Skip the images and copy each record exactly as written.

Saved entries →
----
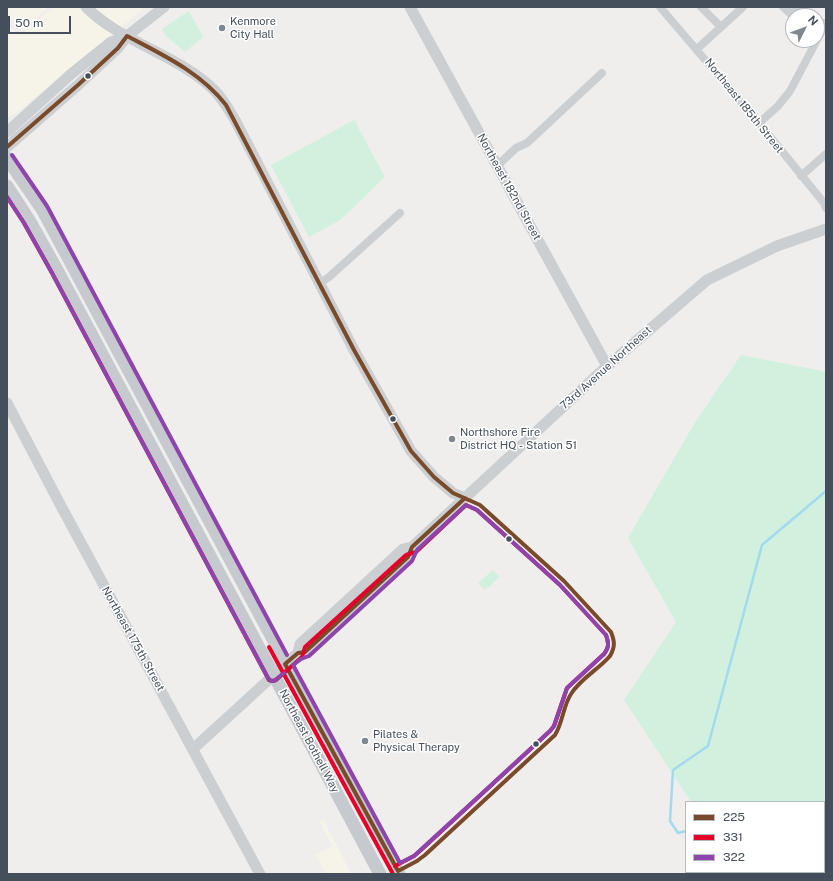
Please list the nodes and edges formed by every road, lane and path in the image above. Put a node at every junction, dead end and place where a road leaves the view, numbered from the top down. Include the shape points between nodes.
1 (86, 7) edge
2 (164, 7) edge
3 (410, 7) edge
4 (660, 7) edge
5 (701, 7) edge
6 (743, 7) edge
7 (720, 28) junction
8 (128, 36) junction
9 (812, 48) edge
10 (697, 49) junction
11 (602, 73) dead end
12 (760, 123) junction
13 (7, 132) edge
14 (7, 147) edge
15 (826, 154) edge
16 (7, 158) edge
17 (498, 165) junction
18 (801, 176) junction
19 (7, 186) edge
20 (826, 208) edge
21 (400, 213) dead end
22 (826, 229) edge
23 (320, 283) junction
24 (607, 366) junction
25 (7, 403) edge
26 (465, 498) junction
27 (286, 664) junction
28 (273, 676) junction
29 (193, 749) junction
30 (260, 874) edge
31 (380, 874) edge
32 (399, 874) edge

1 - 8 street via 111,28
2 - 8 street
3 - 17 street, Northeast 182nd Street
4 - 10 street, Northeast 185th Street
5 - 7 street
6 - 7 street
7 - 10 street
8 - 13 street via 111,42
8 - 14 street via 78,85
8 - 23 street via 198,77 220,96
9 - 12 street via 790,92
10 - 12 street, Northeast 185th Street
11 - 17 street via 527,143 516,148
12 - 18 street, Northeast 185th Street
15 - 18 street
16 - 27 main road, Northeast Bothell Way via 42,209
17 - 24 street, Northeast 182nd Street
18 - 20 street, Northeast 185th Street
19 - 28 main road, Northeast Bothell Way via 57,270
21 - 23 street
22 - 24 street, 73rd Avenue Northeast via 777,246 707,280
23 - 26 street via 354,350 411,451 452,493
24 - 26 street, 73rd Avenue Northeast
25 - 29 street, Northeast 175th Street
26 - 27 street, 73rd Avenue Northeast via 412,547 403,562 305,652 298,653
27 - 28 street, 73rd Avenue Northeast
27 - 32 main road, Northeast Bothell Way
28 - 29 street, 73rd Avenue Northeast
28 - 31 main road, Northeast Bothell Way
29 - 30 street, Northeast 175th Street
----
Result of this task →
Please list the nodes and edges formed by every road, lane and path in the image above. Put a node at every junction, dead end and place where a road leaves the view, numbered from the top down. Include the shape points between nodes.
1 (86, 7) edge
2 (164, 7) edge
3 (410, 7) edge
4 (660, 7) edge
5 (701, 7) edge
6 (743, 7) edge
7 (720, 28) junction
8 (128, 36) junction
9 (812, 48) edge
10 (697, 49) junction
11 (602, 73) dead end
12 (760, 123) junction
13 (7, 132) edge
14 (7, 147) edge
15 (826, 154) edge
16 (7, 158) edge
17 (498, 165) junction
18 (801, 176) junction
19 (7, 186) edge
20 (826, 208) edge
21 (400, 213) dead end
22 (826, 229) edge
23 (320, 283) junction
24 (607, 366) junction
25 (7, 403) edge
26 (465, 498) junction
27 (286, 664) junction
28 (273, 676) junction
29 (193, 749) junction
30 (260, 874) edge
31 (380, 874) edge
32 (399, 874) edge

1 - 8 street via 111,28
2 - 8 street
3 - 17 street, Northeast 182nd Street
4 - 10 street, Northeast 185th Street
5 - 7 street
6 - 7 street
7 - 10 street
8 - 13 street via 111,42
8 - 14 street via 78,85
8 - 23 street via 198,77 220,96
9 - 12 street via 790,92
10 - 12 street, Northeast 185th Street
11 - 17 street via 527,143 516,148
12 - 18 street, Northeast 185th Street
15 - 18 street
16 - 27 main road, Northeast Bothell Way via 42,209
17 - 24 street, Northeast 182nd Street
18 - 20 street, Northeast 185th Street
19 - 28 main road, Northeast Bothell Way via 57,270
21 - 23 street
22 - 24 street, 73rd Avenue Northeast via 777,246 707,280
23 - 26 street via 354,350 411,451 452,493
24 - 26 street, 73rd Avenue Northeast
25 - 29 street, Northeast 175th Street
26 - 27 street, 73rd Avenue Northeast via 412,547 403,562 305,652 298,653
27 - 28 street, 73rd Avenue Northeast
27 - 32 main road, Northeast Bothell Way
28 - 29 street, 73rd Avenue Northeast
28 - 31 main road, Northeast Bothell Way
29 - 30 street, Northeast 175th Street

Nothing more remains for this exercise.